My first mortgage was a 9.5% 1/5 adjustable loan, and we bought a little bitty house for $65,000 in that process because that was the most we were comfortable financing. The bank would have given me $100K at the time, but I had a modicum of sense about me and I didn't want to be responsible for paying back ONE HUNDRED THOUSAND DOLLARS on our two earner family income and I didn't expect Uncle Sam to come riding to my rescue if things went awry just because I might have been crazy enough to roll the dice and bet my reputation and my credit on a trophy house.

Trophy houses--that's exactly what this current "mortgage crisis" is about, and the lenders are as guilty as the buyers in my opinion.

That's right, the lenders have more to lose in the current "mortgage crisis" overall than most of the poor beleaguered so called "homeowners" because the lenders are holding in many cases over 95% of the debt while the owners lose the other 5%.

What has happened here is yet another huge banking fraud on the scale of the Clinton Era "Savings & Loan" scandal, in as much as the "originators" of the loans (banks, credit unions, mortgage companies, et. al.) have handed out huge sums of money to marginally qualified (or outright unqualified borrowers) knowing that they can sell said loans to Fannie Mae and Freddy Mac--a.k.a. "the Government", earn all of the fees and income up front, then run away from the mess they've created when the feces strikes the rotating impeller.

I'm tired of seeing news reports showing women holding babies, surrounded by toddlers, lamenting being tossed back to the apartment complexes and trailer parks from whence they came because dear hubby got laid off from his job at the Manure Factory and the mean old mortgage company still expects to receive their monthly loan payment.

P L E A S EEEEEEEEEEEEEEEE...

That picture is the exception rather than the rule...most of the people wallowing in the current "mortgage crisis" are actually gainfully employed men and women that closed their eyes and rolled the dice on their home value or mortgage terms and today they're finally realizing that they've simply

CRAPPED OUT.

Stupidity no more deserves having tax dollars thrown at it than does outright fraud.

kEEP mY tAX dOLLARS oUT oF tHESE gAMBLERS (aND iDIOT'S) pOCKETS mR. pRESIDENT.


Taking a big breath...


That will be all...for now

1 comment:

Unknown said...

I agree Virgil.
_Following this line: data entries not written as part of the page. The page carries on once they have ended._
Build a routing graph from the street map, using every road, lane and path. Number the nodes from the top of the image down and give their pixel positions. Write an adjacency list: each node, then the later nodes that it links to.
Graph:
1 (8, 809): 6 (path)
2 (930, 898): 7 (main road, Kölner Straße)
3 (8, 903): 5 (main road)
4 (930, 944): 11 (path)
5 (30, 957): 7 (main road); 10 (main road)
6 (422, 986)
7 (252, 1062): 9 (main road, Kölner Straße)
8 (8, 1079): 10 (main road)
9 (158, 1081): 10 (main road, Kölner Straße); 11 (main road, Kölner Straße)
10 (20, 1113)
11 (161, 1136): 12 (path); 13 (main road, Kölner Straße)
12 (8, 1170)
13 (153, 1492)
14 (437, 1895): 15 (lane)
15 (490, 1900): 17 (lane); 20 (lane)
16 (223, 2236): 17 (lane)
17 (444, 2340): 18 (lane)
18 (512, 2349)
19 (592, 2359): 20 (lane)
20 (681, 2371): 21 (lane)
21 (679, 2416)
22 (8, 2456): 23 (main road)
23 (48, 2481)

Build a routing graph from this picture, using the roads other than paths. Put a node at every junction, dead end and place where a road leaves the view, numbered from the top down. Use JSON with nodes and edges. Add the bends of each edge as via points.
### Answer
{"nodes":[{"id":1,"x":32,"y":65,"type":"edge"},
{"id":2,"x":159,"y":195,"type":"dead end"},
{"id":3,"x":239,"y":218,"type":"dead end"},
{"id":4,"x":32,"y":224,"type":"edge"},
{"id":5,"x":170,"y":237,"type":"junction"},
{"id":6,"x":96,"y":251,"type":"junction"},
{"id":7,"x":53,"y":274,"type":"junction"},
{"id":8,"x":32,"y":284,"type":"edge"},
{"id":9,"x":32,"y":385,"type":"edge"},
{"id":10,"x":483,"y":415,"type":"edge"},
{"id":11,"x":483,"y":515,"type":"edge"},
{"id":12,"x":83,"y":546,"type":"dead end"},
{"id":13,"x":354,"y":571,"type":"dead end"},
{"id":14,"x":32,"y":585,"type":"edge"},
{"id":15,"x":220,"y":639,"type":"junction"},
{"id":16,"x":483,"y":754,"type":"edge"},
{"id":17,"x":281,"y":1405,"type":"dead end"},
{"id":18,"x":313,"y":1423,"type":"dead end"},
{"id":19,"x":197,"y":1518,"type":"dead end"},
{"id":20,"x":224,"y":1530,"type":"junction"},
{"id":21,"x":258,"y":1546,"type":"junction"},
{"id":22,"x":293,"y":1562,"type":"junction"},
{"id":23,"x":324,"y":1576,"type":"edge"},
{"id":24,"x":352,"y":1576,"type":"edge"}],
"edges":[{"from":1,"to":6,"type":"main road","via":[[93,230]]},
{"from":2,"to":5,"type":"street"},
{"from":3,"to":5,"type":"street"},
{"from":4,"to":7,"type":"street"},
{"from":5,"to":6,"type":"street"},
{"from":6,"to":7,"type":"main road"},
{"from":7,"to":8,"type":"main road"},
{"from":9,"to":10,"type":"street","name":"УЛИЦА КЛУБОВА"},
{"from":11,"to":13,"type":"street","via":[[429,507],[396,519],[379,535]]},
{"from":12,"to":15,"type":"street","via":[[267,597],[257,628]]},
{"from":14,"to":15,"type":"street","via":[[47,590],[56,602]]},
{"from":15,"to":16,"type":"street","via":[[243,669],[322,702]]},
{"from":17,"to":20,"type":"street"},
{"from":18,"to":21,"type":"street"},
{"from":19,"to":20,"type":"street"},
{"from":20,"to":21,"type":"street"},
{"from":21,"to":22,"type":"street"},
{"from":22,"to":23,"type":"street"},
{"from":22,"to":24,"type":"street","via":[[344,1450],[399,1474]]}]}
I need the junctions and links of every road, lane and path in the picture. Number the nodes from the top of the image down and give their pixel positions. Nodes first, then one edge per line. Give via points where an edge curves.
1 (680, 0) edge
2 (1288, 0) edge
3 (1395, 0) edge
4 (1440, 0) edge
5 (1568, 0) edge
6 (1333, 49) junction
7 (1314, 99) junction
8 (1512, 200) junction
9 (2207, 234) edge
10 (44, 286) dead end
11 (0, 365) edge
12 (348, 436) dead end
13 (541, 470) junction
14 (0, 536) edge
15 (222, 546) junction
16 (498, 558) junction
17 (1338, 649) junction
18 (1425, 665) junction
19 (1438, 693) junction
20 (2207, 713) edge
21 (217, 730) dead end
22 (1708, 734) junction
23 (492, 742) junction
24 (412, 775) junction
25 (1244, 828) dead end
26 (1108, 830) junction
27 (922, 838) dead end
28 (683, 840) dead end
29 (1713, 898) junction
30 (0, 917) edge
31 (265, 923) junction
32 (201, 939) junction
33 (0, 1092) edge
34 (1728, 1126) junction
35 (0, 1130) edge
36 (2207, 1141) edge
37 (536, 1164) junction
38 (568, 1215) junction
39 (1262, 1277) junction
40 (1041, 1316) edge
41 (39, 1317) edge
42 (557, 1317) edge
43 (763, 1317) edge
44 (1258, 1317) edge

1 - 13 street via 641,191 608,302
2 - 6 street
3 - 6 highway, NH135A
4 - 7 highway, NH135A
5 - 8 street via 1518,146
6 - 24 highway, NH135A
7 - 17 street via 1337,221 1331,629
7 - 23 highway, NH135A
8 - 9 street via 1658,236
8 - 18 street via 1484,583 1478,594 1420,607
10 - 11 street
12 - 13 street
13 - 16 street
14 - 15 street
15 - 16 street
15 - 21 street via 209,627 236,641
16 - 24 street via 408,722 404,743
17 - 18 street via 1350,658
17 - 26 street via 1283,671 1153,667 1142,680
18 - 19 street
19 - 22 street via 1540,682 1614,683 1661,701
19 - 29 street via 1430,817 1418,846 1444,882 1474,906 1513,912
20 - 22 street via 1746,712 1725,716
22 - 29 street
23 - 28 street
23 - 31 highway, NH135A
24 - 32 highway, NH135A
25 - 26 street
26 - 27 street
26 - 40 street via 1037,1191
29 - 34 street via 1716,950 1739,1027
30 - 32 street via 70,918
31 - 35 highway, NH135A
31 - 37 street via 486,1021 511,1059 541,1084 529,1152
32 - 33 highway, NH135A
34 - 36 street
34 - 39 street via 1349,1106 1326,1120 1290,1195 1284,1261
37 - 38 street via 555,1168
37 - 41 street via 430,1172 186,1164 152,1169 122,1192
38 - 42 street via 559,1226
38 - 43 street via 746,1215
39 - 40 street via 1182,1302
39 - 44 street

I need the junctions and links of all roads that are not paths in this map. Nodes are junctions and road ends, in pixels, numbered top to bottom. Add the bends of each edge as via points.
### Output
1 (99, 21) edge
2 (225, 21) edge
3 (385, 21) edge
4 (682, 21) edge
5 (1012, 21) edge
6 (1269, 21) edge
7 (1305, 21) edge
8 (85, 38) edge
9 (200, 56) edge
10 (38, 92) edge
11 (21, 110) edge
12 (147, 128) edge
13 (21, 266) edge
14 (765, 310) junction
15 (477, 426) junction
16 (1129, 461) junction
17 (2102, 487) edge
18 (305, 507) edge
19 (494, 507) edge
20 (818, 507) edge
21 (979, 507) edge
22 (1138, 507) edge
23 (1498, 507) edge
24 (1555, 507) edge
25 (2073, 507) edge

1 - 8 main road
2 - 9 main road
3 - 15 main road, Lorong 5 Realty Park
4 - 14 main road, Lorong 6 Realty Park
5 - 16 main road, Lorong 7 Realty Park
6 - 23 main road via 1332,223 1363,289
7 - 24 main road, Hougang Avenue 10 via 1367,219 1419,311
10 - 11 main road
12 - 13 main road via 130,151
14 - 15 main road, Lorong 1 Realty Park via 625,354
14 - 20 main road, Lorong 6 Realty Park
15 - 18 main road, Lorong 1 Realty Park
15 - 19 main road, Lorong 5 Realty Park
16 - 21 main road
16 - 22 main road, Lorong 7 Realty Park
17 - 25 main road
Things are a mess with property at the moment, and it isn't just the US suffering. The United Kingdom is riding the same roller coaster so-to-speak. I do believe that some people have been genuinely screwed over by poor mortgage advice, but I also think that many have bought it on themselves with excessive spending via loans and credit cards. However the unforeseen rises in fuel, energy and food have increased the problems so much more.